The above review appeared in the article"Dance practitioners churn out issues through deliberations" (2018)

"While the theme was good, several aspects of the presentation required thinking. The whole piece was relying heavily on the Sanskrit text and less on dance. The actual dance sequences were far and few. Cluttering too many episodes with a text heavy performance also seemed to slow down the energy of the presentation.

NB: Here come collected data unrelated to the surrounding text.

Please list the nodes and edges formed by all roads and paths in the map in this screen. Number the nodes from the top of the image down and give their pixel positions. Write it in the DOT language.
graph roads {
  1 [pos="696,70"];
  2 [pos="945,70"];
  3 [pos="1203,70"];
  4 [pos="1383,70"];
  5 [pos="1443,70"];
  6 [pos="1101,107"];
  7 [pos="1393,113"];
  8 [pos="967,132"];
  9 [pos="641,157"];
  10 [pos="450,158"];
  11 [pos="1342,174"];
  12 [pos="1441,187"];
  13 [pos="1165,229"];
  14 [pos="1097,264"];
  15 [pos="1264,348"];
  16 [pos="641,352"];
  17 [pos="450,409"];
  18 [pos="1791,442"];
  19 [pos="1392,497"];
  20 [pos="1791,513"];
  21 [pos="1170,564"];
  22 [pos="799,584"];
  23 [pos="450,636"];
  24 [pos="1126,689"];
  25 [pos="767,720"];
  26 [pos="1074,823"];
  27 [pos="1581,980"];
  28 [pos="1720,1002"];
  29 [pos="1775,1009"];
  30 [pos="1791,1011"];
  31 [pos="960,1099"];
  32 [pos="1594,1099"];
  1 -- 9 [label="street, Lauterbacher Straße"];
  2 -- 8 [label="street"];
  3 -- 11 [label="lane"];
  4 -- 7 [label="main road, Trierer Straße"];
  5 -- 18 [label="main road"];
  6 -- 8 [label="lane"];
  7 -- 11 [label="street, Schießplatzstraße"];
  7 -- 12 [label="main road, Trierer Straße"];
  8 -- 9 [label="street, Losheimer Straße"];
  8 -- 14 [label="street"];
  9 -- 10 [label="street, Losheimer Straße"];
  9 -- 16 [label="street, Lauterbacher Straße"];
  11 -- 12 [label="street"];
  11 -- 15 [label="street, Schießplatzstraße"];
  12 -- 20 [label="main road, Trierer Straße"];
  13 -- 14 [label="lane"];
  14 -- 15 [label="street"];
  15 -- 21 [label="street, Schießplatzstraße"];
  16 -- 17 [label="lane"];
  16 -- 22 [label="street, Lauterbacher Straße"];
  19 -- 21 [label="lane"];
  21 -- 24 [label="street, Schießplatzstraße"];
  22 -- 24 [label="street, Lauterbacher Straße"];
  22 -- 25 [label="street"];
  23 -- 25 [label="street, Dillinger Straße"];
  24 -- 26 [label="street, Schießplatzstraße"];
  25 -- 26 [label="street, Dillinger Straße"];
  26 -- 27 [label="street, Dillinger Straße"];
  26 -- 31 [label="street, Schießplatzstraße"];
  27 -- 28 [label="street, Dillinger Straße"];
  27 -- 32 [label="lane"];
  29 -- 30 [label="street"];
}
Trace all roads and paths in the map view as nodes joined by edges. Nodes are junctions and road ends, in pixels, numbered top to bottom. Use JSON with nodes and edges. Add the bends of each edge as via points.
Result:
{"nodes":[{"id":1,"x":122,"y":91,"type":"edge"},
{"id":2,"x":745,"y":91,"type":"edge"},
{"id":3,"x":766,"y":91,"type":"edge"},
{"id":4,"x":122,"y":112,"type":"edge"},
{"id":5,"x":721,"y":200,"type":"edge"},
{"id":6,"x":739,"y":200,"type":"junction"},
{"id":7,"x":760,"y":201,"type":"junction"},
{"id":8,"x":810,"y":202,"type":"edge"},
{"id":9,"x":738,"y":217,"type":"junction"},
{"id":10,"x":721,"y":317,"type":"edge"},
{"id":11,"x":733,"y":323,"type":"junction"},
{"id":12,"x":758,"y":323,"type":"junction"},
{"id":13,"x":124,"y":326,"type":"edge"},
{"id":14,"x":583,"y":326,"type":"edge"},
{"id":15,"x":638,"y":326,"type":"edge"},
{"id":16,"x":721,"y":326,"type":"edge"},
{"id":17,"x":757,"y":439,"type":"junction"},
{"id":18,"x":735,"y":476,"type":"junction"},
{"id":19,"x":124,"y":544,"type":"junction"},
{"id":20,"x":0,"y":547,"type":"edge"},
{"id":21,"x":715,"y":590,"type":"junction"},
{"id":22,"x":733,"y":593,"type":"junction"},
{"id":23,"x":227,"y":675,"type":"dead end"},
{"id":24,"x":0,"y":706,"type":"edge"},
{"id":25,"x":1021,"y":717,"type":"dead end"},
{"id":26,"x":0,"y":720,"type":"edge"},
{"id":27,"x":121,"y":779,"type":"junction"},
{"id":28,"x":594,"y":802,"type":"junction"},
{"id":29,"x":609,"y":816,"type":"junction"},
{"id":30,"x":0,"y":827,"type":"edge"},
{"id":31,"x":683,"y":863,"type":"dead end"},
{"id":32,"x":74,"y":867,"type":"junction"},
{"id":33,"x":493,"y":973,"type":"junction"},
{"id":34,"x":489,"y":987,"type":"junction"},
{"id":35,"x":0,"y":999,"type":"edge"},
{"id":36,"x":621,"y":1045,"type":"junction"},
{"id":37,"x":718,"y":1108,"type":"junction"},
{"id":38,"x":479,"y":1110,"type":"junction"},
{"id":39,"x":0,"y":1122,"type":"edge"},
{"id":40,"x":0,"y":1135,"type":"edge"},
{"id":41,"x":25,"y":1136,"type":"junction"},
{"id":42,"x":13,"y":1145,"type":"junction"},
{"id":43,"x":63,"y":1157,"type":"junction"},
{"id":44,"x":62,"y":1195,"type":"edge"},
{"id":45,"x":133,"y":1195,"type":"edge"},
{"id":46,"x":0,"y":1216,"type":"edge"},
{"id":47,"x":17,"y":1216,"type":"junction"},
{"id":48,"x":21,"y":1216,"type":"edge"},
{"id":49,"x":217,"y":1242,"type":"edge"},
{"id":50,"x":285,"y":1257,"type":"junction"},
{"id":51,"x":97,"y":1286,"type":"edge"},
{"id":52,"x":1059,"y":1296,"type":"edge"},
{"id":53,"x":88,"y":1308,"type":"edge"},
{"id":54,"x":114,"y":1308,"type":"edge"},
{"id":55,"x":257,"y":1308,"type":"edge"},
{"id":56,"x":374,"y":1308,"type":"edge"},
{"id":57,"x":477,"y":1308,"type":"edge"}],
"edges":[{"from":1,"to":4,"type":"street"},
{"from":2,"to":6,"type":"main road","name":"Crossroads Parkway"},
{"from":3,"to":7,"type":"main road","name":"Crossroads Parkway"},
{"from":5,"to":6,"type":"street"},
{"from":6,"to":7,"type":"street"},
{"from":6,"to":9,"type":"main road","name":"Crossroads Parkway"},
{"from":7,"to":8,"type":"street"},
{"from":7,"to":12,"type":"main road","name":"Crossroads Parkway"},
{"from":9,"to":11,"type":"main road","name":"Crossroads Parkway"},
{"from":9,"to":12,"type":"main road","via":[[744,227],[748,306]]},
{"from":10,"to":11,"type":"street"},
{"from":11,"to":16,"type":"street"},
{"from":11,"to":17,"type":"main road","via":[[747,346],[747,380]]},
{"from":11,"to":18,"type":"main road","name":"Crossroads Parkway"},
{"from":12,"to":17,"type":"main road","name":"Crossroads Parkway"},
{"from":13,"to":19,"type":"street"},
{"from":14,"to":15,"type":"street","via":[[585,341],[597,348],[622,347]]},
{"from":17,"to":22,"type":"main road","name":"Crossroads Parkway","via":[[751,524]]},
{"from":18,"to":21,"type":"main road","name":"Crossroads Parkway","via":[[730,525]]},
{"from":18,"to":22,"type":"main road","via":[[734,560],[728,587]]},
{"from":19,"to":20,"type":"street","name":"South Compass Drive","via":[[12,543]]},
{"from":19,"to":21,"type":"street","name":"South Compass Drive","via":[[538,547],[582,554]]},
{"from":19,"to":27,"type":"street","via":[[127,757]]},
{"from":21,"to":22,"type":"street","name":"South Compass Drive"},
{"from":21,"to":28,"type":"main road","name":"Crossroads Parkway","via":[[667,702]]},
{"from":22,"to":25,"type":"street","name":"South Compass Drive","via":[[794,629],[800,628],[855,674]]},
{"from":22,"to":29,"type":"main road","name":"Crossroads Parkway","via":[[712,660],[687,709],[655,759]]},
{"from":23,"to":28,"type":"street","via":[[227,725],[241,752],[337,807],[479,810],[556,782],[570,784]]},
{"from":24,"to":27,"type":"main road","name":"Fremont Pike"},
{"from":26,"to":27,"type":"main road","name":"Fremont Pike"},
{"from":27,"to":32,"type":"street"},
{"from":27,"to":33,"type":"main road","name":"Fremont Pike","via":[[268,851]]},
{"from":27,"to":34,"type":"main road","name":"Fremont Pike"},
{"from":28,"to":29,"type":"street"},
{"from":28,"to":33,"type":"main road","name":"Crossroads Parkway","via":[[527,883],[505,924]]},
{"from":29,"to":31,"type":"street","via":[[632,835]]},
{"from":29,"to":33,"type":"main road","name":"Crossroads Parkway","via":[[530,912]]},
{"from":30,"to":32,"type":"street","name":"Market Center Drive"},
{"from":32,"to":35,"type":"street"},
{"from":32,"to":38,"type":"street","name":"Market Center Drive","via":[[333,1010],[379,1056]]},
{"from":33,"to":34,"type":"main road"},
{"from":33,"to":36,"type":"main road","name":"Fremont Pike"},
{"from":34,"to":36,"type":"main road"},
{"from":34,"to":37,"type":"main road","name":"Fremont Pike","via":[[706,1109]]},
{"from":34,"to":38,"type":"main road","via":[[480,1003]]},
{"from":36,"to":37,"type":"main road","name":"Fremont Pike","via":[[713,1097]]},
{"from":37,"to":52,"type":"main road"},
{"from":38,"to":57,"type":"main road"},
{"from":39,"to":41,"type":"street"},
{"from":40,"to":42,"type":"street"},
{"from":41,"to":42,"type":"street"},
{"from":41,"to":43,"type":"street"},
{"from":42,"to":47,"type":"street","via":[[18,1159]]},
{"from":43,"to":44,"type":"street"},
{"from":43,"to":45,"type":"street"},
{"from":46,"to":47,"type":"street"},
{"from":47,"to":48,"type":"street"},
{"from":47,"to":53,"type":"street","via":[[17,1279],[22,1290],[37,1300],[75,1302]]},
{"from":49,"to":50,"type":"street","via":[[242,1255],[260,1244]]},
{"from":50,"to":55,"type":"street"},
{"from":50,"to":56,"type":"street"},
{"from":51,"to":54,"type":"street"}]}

- Veejay Sai, culture critic, Nov 6, 2017, Celebrating the Nartak"

==Awards and accolades==

Parshwanath Upadhye has received several national awards, including the Sangeet Natak Akademi’s Yuva Puraskar award in 2017. He is also an empanelled artist of the ICCR (Indian Council for Cultural Relations).

=== List of awards ===
1. Natya Mayura Award by Gangubai Hangal Trust, Karnataka

2. Arsha Kala Choodamani by Swami Dayananda Saraswati, New Jersey, USA

3. Uttam Kalakaar by Mahamastakaabhisheka Committee, Shravanabelgola

4. Nritya Nipuna by Belli Gajje, Bangalore

5. Arihant Puraskar by Jain Parishat, Kolkata

6. Jain Rashtragaurav by Jain Parishat, Karnataka

7. Natya Keerthi by Aru Shri art centre, Colombo, Sri Lanka

8. CCRT Scholarships for pursuing studies in Bharatnatyam by Ministry of Human Resources Development, Govt. of India

9. Natya Prabha award by The Sabha Kuwait 2016

10. Ustad Bismillah Khan Yuva Puraskar 2017 by Sangeet Natak Akademi, New Delhi

11. Awarded as the best performer of the year 2017 by Music Academy, Chennai

12. "Kala Kiran puraskar" by Adithya Birla foundation Mumbai 2018

13."Rasika Hridaya Chora" by Sridevi Natyalaya Chennai 2018

==Teaching==

Parshwanath Upadhye started teaching Bharatanatyam in 1996 when he established the Sharada Sangeetha Nrithya Academy, Belgaum, of which he was also the Director till the year 2000.

In 2010 he established the Upadhye School of Dance in Bangalore of which he is the Ddrector, Cchief choreographer,and Pprformer.